Growing up, Robert Randolph was only allowed to listen to Christian and gospel music. But he listened to lots and lots of it.
Raised in the House of God denomination, where the pedal steel (a.k.a. the sacred steel) is at the forefront of worship songs, Randolph developed an early ear for the sort of uplifting slide guitar work that hordes of young folks will gladly flock to this Sunday night; he just played it in the morning.
Things changed when a friend gave a 19-year-old Randolph tickets to see Stevie Ray Vaughan. "After that, I wanted to play pedal steel like Stevie Ray played his guitar," says Randolph. "I wanted to take another path than the people who played traditional pedal steel to take it to a whole new level."
And he has. Robert Randolph & The Family Band — featuring Danyel Morgan on bass and Marcus Randolph on drums — have jammed with everyone from Eric Clapton to The Roots. But until recently, Randolph hasn't fully explored the history of the music that he's now a part of. So for the band's new album We Walk This Road (to be released in June), Randolph recruited an icon — studio producer and Academy Award-winner T Bone Burnett.

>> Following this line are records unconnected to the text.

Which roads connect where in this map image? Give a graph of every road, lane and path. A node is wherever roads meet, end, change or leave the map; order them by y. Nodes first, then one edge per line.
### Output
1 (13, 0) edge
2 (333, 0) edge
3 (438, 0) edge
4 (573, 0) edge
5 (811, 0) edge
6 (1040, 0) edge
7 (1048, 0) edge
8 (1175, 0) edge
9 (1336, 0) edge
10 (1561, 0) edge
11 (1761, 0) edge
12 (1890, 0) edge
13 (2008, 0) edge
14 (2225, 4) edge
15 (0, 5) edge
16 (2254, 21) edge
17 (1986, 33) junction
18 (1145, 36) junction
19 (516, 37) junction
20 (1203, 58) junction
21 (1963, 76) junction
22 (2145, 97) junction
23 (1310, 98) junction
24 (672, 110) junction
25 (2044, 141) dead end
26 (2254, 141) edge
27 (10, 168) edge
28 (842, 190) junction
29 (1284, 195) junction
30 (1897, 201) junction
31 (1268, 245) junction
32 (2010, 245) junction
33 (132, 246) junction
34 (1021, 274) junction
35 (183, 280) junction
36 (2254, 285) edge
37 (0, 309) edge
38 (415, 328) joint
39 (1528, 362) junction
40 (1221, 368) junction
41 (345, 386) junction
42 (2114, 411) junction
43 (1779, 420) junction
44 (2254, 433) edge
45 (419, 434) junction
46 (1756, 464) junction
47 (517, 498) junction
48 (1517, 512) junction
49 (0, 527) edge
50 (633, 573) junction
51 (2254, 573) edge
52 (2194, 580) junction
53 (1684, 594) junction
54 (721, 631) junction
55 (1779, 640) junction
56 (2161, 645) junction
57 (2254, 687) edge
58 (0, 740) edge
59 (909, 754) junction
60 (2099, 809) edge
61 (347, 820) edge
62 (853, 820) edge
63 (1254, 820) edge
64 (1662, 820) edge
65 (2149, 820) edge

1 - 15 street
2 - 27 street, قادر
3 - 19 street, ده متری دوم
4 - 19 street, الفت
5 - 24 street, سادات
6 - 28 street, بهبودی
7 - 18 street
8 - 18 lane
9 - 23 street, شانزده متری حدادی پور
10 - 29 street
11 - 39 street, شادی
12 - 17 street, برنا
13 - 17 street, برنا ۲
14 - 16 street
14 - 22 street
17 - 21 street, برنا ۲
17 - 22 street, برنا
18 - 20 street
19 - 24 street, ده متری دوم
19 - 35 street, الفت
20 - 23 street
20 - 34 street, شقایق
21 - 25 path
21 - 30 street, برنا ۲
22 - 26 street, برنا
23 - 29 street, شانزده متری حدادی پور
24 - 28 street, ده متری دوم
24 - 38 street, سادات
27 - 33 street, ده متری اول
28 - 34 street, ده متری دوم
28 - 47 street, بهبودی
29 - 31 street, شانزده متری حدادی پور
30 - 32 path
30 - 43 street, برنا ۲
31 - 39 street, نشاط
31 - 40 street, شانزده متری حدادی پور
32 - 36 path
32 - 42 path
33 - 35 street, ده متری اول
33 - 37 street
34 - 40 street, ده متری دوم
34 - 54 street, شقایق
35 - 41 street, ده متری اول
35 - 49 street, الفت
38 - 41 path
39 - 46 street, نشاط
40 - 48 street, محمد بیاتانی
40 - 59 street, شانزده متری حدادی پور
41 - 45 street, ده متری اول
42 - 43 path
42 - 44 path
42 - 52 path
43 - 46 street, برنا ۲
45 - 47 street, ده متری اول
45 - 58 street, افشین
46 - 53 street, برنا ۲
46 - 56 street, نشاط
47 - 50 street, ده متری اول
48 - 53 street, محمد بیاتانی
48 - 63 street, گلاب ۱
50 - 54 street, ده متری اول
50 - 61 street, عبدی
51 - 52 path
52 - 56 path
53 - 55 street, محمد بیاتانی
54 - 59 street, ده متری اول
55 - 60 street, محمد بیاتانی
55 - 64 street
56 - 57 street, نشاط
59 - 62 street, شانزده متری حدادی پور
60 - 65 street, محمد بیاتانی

"We wanted someone who understood me and the road I've walked this far, who understood our connections of my roots within rock and gospel and the church, who would help us put those things in their most compelling context," says Randolph. "T Bone opened a lot of doors for me, serving as a link between the past and the present. He knows how to take something from the past and bring it into the present while still allowing the artist to make it his own, in the same way that Hendrix took Dylan's 'All Along the Watchtower' and made it belong to him."
Randolph and Burnett pored through a century of music, pulling songs and lyrics to rework into modern arrangements. In the last year and a half, Randolph claims he's spent more than $5,000 on iTunes "catching up" with the musical roots he'd previously missed. We Walk This Road, which follows Randolph's recent studio collection Colorblind (featuring the single "Get There"), includes everything from Bob Dylan's "Shot of Love" to Prince's "Walk Don't Walk." Ben Harper sings and plays guitar on Blind Willie Johnson's "If I Had My Way," while Leon Russell contributes his piano to closing track "Salvation."
"We connected the last 100 years of African-American music in the way people used to. You write your own songs, you cover other people's material, you rework older songs," says Randolph. "I think even though I'm a young guy who was born into the era of hip-hop and contemporary gospel, I can help bridge the cultural gap between people who are 75 years old and kids who are 15 years old by reaching back into this history of music."
Randolph's Charleston appearance is the fourth stop on his spring tour in support of the new record.
Local station The Bridge at 105.5 coordinated his appearance, headlining the 4th Annual First Flush Festival at the Charleston Tea Plantation. The event marks the early summer "first flush" of new growth tea, said to produce the freshest and best tea of the year. In addition to the music, attendees can tour the nation's only operating tea plantation, including a trolley ride through the fields and all the free iced tea they can drink.
Joining Randolph & The Family Band in the musical lineup are Wisonsin-based Americana rocker Cory Chisel and local favorites Crowfield, along with singer/songwriters Mark Bryan (of Hootie & The Blowfish), Mac Leaphart, Amber Caparas, and John Wesley Satterfield.
Chucktown Music Group — a music company founded by Bryan — will run a side stage between sets with a variety of local acts, including a gospel performance from the New Bethlehem Baptist Church and the Edith L. Frierson Steppers.
Organizer Joel Frank — the music director, assistant programming director, and afternoon disc jockey at The Bridge at 105.5 — says he's particularly excited about presenting the lineup at a picturesque venue like the tea plantation.
"We have wanted to book Robert Randolph & The Family Band for three years, but it has never been able to work out with his touring and recording schedule," says Frank. "This year, he is about to release a new record, and the stars aligned for him to be able to come play the First Flush Festival. With the great organic sounds that Randolph produces, mixed with the scenery of the Charleston Tea Plantation, this should be a magical day."